Stored items:
-.-.-
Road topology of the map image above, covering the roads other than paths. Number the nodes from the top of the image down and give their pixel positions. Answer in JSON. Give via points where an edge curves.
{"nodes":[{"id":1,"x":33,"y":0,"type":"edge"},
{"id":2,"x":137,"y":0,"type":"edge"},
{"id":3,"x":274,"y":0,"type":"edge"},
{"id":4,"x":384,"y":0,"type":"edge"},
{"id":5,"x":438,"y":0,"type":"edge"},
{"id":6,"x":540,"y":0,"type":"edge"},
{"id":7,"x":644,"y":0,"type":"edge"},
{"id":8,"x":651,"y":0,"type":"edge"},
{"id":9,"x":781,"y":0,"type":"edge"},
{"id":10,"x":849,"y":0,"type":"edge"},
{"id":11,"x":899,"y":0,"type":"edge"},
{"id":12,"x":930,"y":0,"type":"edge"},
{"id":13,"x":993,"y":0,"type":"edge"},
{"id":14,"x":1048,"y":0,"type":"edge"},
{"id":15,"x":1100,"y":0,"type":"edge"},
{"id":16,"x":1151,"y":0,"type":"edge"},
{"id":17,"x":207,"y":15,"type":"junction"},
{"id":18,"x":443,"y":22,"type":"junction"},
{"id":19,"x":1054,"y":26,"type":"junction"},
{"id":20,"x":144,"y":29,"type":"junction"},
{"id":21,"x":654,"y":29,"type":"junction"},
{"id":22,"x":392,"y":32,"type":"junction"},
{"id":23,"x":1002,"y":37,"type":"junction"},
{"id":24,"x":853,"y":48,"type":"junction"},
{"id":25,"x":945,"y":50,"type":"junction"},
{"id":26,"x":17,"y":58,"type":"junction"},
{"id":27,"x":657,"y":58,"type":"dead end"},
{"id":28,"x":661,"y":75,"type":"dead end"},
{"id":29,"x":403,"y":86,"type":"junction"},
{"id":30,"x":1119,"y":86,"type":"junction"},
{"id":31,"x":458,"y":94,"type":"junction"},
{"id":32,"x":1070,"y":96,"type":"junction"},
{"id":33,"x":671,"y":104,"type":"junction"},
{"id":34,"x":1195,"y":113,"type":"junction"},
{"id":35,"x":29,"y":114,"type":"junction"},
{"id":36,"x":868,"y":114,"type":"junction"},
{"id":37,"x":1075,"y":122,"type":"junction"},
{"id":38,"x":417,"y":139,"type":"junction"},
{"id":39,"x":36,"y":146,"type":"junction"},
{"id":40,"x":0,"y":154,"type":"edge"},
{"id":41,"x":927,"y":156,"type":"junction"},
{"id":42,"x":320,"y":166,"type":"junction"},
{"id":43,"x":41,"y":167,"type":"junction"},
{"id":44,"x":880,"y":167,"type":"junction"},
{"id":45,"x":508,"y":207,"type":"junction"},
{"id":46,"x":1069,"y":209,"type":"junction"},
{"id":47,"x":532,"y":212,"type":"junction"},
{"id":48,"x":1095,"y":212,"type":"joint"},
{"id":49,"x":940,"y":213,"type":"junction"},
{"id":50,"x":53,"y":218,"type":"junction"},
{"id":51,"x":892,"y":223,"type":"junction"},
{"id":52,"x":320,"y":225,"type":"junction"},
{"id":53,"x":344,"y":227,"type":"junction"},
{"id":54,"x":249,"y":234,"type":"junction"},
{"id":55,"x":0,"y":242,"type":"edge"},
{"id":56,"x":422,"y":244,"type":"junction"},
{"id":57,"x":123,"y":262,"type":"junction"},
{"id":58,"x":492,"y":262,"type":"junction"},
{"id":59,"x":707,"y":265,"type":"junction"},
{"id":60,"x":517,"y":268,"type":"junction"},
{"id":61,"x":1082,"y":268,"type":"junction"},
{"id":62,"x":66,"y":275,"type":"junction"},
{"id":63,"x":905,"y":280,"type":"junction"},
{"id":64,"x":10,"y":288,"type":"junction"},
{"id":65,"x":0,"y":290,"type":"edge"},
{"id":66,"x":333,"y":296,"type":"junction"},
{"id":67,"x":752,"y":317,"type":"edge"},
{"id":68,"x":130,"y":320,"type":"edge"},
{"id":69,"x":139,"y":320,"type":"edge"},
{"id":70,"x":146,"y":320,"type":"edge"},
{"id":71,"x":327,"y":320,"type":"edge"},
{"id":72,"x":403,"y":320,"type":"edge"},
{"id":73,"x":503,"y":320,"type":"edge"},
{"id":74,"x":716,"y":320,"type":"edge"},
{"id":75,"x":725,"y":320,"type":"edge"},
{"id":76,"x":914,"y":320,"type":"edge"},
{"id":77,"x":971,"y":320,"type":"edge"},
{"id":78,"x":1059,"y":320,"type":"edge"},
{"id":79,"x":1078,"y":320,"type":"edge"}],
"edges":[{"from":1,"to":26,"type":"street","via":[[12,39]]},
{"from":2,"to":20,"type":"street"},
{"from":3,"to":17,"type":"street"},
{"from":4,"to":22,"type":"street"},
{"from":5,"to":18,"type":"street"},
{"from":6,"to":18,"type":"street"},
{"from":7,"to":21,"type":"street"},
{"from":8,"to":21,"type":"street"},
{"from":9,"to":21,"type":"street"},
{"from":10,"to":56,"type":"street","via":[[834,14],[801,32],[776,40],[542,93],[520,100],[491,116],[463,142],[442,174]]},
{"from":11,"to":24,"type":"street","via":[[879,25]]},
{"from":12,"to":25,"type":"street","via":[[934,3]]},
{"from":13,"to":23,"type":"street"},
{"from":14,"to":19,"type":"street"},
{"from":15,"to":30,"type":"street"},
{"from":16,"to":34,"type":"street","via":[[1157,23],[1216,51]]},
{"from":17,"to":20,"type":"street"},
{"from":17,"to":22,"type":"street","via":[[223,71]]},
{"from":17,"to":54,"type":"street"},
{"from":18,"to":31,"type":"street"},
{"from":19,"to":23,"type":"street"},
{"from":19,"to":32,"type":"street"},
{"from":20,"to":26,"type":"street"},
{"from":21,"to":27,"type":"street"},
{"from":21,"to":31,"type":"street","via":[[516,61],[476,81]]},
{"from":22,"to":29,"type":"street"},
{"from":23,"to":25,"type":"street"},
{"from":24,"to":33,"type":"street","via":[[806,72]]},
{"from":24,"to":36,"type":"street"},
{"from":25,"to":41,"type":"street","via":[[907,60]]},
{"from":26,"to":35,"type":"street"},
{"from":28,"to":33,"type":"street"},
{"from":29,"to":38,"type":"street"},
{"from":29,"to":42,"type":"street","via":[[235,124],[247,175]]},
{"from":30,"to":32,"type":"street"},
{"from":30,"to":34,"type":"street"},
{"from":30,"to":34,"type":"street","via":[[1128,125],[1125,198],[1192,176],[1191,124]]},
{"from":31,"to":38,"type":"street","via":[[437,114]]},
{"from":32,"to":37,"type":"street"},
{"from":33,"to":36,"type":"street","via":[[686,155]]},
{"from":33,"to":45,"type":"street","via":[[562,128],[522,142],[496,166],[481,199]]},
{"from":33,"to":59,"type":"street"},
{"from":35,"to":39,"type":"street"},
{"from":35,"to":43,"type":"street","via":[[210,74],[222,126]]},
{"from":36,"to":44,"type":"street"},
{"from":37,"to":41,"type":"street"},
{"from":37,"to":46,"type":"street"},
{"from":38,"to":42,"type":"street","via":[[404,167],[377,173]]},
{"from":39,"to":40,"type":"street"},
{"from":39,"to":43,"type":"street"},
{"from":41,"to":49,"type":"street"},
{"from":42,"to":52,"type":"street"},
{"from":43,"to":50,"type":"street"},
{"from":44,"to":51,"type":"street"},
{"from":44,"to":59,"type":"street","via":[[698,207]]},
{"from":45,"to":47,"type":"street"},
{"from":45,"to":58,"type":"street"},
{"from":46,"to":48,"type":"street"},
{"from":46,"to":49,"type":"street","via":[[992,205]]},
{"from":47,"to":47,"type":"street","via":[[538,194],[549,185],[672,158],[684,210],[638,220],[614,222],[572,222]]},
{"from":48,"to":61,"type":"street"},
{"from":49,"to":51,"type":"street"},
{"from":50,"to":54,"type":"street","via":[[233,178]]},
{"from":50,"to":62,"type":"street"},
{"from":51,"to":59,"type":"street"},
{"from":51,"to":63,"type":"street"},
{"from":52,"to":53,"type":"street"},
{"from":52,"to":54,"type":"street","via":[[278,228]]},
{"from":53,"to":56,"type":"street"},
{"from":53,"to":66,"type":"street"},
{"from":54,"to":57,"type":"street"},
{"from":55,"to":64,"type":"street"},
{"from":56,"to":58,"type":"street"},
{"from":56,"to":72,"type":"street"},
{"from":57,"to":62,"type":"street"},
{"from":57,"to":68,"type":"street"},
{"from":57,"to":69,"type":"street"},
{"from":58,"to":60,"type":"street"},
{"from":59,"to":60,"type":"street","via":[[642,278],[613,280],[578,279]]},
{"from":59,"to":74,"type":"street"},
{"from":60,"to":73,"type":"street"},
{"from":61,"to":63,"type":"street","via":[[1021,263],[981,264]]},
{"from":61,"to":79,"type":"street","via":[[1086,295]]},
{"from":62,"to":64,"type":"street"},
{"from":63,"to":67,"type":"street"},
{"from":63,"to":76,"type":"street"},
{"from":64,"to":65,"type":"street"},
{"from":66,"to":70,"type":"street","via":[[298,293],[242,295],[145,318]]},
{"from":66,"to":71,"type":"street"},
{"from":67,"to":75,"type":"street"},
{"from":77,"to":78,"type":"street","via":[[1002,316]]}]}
-.-.-
WORK INSTRUCTION: Only a number is wanted. Count the lines of the data that contain "nodes".

RESPONSE TO THE EXERCISE: 2